Based on what you said you wanted to do you do not need the following:
    .sty files: there is no need for style files you are not running books
    .tfm files: if you are doing equations, Plain.fmt has all you need.
    tools like bibtex, dvips, metafont, metapost, or omega

You will need tex.exe, tex.pool, and plain.fmt.  Depending on your platform,
setting up a truely minimal configuration may be a bit of a challenge.  That
is not very well documented. For example setting up PDFTeX requires setting
up the .map, .cfg, and several other files.  You would also need the .pfb
files for any fonts.

If your directory structure does not have all the bloat normally associated
with a TeX implementation then TeX runs much faster because it has fewer
places to look and fewer files to check.

We recently created a demo disk for one potential client.  The demo disk had
no install program.  The data and our TeX files were all on the CDROM.  You
dropped the CD in the drive and it ran.  You could specify several options
and then press the compose button and it would generate the finished PDF.
This demo took a while to run, but it was generating something like 10,000
pages. You want to generate only one page.

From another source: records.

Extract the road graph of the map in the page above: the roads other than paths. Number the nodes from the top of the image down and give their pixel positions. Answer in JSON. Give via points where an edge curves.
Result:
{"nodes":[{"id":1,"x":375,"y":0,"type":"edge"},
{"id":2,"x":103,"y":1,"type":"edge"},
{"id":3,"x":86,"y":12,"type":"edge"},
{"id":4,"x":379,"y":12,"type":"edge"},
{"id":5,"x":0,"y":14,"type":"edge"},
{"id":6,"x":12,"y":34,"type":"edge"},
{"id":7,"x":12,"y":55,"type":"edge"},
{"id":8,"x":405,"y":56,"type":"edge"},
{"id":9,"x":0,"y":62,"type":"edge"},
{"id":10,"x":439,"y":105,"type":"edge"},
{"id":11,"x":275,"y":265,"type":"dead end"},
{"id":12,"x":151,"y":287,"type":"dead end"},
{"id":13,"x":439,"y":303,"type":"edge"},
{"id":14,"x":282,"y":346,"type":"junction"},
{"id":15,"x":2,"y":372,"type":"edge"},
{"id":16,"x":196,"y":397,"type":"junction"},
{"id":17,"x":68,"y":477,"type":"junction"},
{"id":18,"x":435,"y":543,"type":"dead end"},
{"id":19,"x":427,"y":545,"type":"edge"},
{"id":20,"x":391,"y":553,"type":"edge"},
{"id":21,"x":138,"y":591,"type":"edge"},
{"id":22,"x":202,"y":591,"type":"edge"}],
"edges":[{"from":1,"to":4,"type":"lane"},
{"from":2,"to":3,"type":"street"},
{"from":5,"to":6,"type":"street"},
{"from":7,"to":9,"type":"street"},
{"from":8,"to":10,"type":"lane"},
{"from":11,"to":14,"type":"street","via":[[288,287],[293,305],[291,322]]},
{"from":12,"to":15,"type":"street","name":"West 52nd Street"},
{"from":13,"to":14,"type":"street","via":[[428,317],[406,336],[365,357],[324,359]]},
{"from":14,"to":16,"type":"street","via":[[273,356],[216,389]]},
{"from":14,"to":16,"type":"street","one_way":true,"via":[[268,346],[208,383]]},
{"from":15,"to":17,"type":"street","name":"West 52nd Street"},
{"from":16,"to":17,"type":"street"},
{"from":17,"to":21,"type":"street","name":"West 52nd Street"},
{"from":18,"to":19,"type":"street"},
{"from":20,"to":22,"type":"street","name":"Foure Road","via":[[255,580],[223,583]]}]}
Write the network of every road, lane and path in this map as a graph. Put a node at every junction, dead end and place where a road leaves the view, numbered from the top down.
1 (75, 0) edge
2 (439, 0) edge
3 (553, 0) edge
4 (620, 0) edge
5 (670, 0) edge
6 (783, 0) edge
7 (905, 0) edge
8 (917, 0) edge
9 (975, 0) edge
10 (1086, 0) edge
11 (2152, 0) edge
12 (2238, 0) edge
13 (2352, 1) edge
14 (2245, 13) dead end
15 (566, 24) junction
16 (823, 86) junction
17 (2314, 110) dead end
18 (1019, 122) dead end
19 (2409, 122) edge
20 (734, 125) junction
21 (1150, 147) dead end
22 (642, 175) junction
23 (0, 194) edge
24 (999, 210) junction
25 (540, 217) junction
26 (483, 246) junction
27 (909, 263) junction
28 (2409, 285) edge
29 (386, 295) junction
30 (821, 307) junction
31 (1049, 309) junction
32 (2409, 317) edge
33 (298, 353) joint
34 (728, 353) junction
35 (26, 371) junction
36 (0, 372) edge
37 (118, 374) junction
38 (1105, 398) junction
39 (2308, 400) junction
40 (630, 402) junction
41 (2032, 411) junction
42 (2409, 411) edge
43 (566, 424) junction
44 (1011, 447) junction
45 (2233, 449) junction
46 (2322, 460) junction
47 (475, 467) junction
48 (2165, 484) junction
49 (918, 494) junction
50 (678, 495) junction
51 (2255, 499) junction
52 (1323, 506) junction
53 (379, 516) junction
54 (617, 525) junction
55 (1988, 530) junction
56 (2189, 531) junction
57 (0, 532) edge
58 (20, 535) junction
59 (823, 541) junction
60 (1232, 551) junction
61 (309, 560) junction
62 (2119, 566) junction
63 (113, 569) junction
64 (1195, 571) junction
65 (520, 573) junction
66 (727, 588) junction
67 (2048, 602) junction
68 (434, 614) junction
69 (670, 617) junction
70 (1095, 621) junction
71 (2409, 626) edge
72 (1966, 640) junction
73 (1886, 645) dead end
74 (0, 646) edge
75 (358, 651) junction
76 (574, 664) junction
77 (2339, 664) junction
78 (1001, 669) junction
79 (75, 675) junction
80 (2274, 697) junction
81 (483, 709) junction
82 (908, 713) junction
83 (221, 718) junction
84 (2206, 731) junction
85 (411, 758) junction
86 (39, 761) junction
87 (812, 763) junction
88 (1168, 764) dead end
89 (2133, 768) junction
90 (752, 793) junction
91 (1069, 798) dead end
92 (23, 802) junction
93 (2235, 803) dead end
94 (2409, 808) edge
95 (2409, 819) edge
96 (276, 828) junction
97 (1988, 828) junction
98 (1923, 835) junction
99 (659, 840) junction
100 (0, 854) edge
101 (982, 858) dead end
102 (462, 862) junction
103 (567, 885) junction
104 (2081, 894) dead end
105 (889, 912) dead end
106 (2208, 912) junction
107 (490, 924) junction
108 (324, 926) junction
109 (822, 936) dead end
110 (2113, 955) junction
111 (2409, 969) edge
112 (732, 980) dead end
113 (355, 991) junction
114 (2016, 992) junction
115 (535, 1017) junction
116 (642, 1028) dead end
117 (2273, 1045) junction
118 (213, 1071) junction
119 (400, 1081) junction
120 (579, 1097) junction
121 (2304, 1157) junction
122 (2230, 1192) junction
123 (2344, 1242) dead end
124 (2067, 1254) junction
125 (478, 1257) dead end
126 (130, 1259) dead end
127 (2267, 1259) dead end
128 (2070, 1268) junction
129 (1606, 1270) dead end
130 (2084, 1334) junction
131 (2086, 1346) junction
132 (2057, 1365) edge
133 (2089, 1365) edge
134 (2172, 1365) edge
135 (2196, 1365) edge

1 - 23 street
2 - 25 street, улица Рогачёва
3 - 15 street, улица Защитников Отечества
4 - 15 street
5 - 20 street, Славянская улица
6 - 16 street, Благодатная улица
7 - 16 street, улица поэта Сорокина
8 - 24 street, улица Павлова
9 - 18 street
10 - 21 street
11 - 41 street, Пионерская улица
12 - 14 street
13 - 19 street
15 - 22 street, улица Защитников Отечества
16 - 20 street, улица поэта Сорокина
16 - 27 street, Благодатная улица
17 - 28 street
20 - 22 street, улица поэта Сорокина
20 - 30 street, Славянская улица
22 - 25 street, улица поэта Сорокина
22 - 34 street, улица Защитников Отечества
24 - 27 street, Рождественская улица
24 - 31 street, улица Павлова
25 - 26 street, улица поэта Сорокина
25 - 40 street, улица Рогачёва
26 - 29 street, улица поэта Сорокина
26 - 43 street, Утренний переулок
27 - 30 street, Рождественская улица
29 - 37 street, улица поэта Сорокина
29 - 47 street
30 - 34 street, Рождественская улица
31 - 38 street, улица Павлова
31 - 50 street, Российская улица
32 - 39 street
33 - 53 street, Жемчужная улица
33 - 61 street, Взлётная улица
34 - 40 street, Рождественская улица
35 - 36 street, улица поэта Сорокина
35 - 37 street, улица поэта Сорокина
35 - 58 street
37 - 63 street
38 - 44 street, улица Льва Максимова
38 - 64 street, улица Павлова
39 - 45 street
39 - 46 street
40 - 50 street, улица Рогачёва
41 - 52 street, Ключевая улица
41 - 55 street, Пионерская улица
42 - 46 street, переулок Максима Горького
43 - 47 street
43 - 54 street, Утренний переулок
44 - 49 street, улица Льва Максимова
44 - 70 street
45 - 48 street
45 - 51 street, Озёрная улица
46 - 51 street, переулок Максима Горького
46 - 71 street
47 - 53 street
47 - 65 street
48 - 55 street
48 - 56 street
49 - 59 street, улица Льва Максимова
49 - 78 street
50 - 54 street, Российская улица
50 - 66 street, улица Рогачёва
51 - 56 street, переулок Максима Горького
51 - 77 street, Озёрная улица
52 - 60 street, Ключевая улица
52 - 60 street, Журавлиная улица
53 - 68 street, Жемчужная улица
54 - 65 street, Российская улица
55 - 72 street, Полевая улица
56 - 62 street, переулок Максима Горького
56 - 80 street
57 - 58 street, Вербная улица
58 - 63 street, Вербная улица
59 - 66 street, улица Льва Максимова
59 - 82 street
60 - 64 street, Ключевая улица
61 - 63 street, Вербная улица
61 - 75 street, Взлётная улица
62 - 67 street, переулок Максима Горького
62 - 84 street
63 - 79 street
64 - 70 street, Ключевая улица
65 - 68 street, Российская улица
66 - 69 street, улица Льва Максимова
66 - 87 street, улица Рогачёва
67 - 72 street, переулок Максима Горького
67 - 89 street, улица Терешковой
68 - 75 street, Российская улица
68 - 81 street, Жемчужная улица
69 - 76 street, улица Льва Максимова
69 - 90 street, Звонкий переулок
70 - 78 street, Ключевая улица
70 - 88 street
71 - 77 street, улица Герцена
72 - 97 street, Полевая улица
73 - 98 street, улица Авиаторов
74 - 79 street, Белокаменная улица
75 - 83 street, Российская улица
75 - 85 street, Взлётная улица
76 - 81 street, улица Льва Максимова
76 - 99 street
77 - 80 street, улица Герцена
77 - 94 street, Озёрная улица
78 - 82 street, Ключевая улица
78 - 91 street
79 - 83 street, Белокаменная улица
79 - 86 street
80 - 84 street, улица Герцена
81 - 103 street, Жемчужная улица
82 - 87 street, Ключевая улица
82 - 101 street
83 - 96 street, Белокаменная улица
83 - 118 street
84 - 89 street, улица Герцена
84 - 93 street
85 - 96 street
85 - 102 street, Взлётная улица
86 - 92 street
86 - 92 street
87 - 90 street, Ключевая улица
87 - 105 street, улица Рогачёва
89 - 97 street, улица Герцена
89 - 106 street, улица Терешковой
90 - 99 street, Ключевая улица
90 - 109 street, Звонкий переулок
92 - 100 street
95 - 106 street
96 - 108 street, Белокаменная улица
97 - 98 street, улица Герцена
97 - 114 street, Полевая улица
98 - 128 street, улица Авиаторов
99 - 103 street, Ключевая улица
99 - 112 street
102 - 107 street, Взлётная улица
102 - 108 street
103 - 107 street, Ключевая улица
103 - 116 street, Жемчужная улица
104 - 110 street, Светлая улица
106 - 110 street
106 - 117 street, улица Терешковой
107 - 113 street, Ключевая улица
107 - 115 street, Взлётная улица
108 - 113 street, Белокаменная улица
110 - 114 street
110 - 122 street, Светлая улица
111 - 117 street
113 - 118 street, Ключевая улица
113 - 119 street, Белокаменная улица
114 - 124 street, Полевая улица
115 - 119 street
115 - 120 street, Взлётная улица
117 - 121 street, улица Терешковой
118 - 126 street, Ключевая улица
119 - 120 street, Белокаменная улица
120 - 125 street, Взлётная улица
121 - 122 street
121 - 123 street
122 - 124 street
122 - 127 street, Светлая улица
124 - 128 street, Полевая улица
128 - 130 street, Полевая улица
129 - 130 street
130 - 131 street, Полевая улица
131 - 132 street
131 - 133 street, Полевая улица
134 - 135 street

If you are running on PC's, then try and find one of the older versions of
TeX that did not support massive amounts of memory.  The older EmTeX
installations used to have a version of TeX for the 8086 that ran in less
than 640K of RAM. That is tiny by today's standards.  It also very fast,
about 3 to 4 times faster than the larger memory versions of TeX.

>I hope it was clear that I wanted the ability to dynamically generate 
>new math in the program. I'm imagining in your system that my Java 
>program would call tex, find the DVI file it creates, grab the DVI 
>file, translate it to Java graphics, and then display it, modify it 
>slightly, then do the same thing again. You can't mean that, can you? 
>Maybe you thought I just wanted to create a few pretty formulas and 
>re-use them over and over again?

Actually that is close to what we do in our custom publishing systems.
Normally the process is a bit more complicated.  We export XML from a
database system, run PDFTeX to create a PDF file and display that.  If you
want to change the output, you change the database, re-export the XML,
recompose via TeX, and redisplay the PDF.

In your Java program, you would output a TeX file, then run Plain TeX (not
LaTeX), and display the DVI via Java. Check out idvi to display the dvi
files in Java.

TeX is small and fast.  I do mean rerun and rerun and rerun.

What we do is only a little different.  We are not coding in Java.  We are
coding in Delphi which means Windows. We also require the user to have a
full copy of Acrobat.  Using Delphi we automate both TeX and Acrobat.  We
output the XML file, compose it with PDFTeX, then display it in a window
which is actually Acrobat. With PDFTeX you have full access to colors
control and even Javascript in the PDF.  The downside to this is Acrobat is
very slow!

>MathML is XML, but it's also an encoding for the visual presentation 
>and semantics of math. Thus, you could take the object described by a 
>MathML expression and display it however you like; you're not just 
>limited to Unicode. I'm imagining we'd just have to use one of the 
>Computer Modern fonts to get all the glyphs we need.